In the BRA module, the input image undergoes convolution followed by implicit encoding of relative positional information, as depicted in Figure 7. Through the BRA mechanism and MLP modules, the final output is obtained, enabling the network to capture long-distance dependencies of the target and enhance its ability to utilize global information.

2.2.3. Adding the Lightweight Upsampling Operator CARAFE

The upsampling operation can be expressed as the dot product of an upsampling kernel at each position and the corresponding neighborhood pixels in the input feature map, referred to as feature reassembly. The upsampling operation CARAFE achieves a large receptive field during reassembly, guided by the input features, while remaining lightweight. CARAFE is a lightweight upsampling operator that dynamically generates adaptive kernels instead of using a fixed kernel (for example, deconvolution) for all samples, supporting instance-specific content-aware processing. Specifically, CARAFE reassembles features by weighted combination within predefined regions centered at each position, where weights are generated in a content-aware manner. Additionally, multiple sets of such upsampling weights exist for each position. The resulting rearranged features serve as spatial blocks to complete feature upsampling. Specifically, it first predicts the upsampling kernel using the input feature map, where each position’s upsampling kernel differs. Subsequently, feature reassembly occurs based on the predicted upsampling kernel. CARAFE has demonstrated significant improvements across different tasks, with minimal additional parameters and computational cost. This approach also enhances detection speed to a certain extent. Its principle is illustrated in Figure 8.

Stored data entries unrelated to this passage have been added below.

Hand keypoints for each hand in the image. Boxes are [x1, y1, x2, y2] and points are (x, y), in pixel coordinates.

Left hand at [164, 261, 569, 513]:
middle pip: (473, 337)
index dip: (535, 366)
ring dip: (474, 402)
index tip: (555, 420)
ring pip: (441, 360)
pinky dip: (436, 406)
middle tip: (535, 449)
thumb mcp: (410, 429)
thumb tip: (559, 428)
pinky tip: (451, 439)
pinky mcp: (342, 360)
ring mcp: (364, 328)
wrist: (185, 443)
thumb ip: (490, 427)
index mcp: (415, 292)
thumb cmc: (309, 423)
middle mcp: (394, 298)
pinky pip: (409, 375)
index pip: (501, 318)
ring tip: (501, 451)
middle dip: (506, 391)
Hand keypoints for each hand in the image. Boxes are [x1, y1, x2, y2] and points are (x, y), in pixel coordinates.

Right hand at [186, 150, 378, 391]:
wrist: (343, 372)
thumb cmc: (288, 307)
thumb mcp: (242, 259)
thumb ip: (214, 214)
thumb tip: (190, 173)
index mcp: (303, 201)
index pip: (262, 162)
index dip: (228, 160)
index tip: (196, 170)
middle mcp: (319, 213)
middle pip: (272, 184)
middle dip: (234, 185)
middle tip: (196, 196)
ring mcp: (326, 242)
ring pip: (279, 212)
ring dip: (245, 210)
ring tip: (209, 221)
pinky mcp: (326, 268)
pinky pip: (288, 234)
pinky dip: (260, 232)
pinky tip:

Figure 8 clearly shows the workflow of CARAFE upsampling, which is divided into two stages: kernel prediction and feature reconstruction (upper and lower parts in the figure). The input on the left is a low-resolution 80 × 80 feature map. Through 1 × 1 convolution and softmax, a 5 × 5 adaptive upsampling kernel is generated (orange matrix in the figure), and the kernel parameters dynamically change with the input features—this is fundamentally different from the fixed bilinear interpolation kernel used in YOLOv5s. The feature reconstruction step highlighted in yellow in the figure weights and sums the 3 × 3 neighborhood features through the adaptive kernel, enabling the upsampled 160 × 160 feature map to retain more edge details of small targets.

In highway environments, small targets often appear as low-resolution regions with sparse pixels. Traditional upsampling methods use fixed kernels, which uniformly smooth features and blur critical edge details—a flaw that exacerbates miss detection. CARAFE, by contrast, dynamically generates adaptive kernels based on input features: for a distant vehicle with blurred edges, its kernel prioritizes weighting pixels in the 3 × 3 neighborhood that contribute to edge continuity, preserving subtle texture information. In addition, high-speed vehicle movement introduces motion blur in consecutive frames, causing target edges to spread across multiple pixels. Fixed-kernel upsampling amplifies this ambiguity by averaging blurred pixels, leading to bounding box drift. CARAFE’s content-aware kernel prediction counteracts this: it identifies regions with motion-induced intensity gradients and assigns higher weights to pixels consistent with the target’s motion trajectory.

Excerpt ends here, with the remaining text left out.